A multi-organ segmentation model was developed, showcasing enhanced robustness when trained on combined datasets. This model is suitable for various OARs and can be applied to multiple datasets in clinical settings.
本研究旨在开发一种基于计算机断层扫描(CT)的多器官分割模型,用于描绘小儿上腹部肿瘤中的危及器官(OARs),并评估其在多个数据集中的稳健性。
使用了来自患有肾肿瘤和神经母细胞瘤的儿科患者的内部术后CT(n = 189)以及一个涵盖胸腹部区域CT的公共数据集(n = 189)。
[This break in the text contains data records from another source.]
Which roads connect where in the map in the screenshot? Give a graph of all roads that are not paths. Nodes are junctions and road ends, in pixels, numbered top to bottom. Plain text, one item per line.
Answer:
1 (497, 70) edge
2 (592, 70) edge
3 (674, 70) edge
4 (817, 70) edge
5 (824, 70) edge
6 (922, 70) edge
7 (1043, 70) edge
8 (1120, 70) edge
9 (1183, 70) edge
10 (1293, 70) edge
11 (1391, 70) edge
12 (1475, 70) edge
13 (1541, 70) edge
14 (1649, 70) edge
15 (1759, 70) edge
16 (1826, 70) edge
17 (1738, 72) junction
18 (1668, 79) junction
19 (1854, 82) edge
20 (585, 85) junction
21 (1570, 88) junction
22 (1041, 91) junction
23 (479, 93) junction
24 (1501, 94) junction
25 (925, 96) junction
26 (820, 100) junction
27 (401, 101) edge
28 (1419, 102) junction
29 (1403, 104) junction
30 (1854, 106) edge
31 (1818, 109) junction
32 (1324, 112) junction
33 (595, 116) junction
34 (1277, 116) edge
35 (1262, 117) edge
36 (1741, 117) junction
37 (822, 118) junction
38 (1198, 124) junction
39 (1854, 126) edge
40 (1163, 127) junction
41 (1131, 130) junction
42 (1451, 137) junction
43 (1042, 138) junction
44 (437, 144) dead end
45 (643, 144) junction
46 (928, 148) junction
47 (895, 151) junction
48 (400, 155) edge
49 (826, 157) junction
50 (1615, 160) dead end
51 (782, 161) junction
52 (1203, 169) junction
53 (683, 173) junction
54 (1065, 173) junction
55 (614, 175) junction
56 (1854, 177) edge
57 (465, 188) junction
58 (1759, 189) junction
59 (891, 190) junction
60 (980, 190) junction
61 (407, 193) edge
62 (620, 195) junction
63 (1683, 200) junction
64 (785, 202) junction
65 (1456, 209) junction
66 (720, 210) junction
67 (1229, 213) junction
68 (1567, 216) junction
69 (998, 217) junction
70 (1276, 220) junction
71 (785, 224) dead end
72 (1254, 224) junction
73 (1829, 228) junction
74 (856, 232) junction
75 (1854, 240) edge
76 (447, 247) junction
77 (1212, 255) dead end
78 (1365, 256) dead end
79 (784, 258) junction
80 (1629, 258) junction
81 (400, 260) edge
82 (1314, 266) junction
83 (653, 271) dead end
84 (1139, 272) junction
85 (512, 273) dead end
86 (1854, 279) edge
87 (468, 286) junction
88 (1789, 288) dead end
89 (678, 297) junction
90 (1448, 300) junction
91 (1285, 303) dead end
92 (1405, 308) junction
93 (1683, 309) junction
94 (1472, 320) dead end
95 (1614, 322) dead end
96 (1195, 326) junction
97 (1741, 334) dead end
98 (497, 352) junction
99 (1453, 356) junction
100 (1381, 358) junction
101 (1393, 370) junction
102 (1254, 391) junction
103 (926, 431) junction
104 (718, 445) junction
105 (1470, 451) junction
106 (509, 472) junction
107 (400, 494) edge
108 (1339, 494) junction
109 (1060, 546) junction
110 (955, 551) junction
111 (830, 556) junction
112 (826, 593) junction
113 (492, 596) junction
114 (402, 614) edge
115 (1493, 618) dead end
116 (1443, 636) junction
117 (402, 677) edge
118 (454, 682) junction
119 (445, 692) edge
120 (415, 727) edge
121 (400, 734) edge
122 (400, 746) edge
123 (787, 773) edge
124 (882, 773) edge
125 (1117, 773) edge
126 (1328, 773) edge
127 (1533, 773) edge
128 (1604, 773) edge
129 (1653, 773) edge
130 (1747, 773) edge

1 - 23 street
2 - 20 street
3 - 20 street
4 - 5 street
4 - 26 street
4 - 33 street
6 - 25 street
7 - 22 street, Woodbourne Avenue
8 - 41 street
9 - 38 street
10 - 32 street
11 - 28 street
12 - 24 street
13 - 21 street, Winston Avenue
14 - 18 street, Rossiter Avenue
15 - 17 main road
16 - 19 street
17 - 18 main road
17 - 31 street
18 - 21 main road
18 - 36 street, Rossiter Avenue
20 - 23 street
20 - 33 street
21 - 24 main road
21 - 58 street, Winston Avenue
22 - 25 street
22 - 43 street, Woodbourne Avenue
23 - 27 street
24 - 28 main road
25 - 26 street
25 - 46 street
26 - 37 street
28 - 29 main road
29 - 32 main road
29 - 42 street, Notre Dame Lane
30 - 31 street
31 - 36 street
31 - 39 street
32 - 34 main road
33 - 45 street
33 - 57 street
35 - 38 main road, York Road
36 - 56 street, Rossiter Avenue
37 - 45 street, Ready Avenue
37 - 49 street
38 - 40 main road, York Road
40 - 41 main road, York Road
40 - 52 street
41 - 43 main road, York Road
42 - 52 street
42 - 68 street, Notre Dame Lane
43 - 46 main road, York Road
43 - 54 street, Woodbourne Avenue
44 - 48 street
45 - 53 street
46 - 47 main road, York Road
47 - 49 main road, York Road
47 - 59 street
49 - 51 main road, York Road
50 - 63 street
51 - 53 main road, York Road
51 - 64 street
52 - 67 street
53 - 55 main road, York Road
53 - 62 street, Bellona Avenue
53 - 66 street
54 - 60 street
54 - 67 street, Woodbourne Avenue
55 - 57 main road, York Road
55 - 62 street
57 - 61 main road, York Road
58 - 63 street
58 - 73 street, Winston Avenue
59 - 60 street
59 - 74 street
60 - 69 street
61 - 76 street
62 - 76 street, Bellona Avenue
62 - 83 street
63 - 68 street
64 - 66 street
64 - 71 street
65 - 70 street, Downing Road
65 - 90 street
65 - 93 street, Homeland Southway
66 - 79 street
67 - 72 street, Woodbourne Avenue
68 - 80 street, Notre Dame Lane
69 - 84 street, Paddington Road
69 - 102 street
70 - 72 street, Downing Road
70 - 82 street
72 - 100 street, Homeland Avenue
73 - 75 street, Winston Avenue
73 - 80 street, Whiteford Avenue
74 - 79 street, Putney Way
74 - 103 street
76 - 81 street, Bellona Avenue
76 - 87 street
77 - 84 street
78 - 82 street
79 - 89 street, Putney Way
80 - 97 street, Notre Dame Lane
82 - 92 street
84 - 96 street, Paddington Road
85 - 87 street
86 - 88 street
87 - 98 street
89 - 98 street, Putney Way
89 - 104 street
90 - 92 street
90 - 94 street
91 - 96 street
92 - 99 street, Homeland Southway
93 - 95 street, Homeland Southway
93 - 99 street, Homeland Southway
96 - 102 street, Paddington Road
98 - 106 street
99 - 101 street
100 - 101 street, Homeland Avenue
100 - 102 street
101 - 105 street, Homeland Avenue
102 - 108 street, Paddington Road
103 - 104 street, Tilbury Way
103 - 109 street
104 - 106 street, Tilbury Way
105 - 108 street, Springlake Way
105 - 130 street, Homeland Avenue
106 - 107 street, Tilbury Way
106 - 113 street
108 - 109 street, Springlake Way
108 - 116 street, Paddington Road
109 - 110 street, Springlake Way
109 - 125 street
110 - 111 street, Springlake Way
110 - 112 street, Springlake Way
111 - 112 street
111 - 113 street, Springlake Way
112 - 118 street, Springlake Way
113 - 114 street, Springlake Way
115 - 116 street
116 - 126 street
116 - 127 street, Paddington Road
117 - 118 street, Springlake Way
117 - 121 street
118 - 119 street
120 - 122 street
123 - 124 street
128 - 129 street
划定了17个OARs:9个由临床医生划定(1型),8个使用TotalSegmentator划定(2型)。使用内部数据(Model-PMC-UMCU)和公共数据的组合数据集(Model-Combined)训练自动分割模型。使用骰子相似系数(DSC)、95%豪斯多夫距离(HD95)和平均表面距离(MSD)评估性能。两名临床医生对15个患者轮廓在5点李克特量表上对临床可接受性进行评分。针对性别、年龄、静脉造影剂和肿瘤类型评估模型的稳健性。
Model-PMC-UMCU在9个OARs中的5个上实现了平均DSC值高于0.95,而脾脏和心脏的DSC值在0.90至0.95之间。胃-肠和胰腺的DSC值低于0.90。Model-Combined在两个数据集中均表现出更高的稳健性。临床评估显示可用性良好,两名临床医生对9个1型OARs中的6个评分高于4分,对8个2型OARs中的6个评分高于3分。仅在两个数据集中的不同年龄组之间发现了显著的性能差异,特别是在左肺和胰腺中。0至2岁年龄组的性能最低。
开发了一种多器官分割模型,在组合数据集上训练时显示出更高的稳健性。该模型适用于各种OARs,可应用于临床环境中的多个数据集。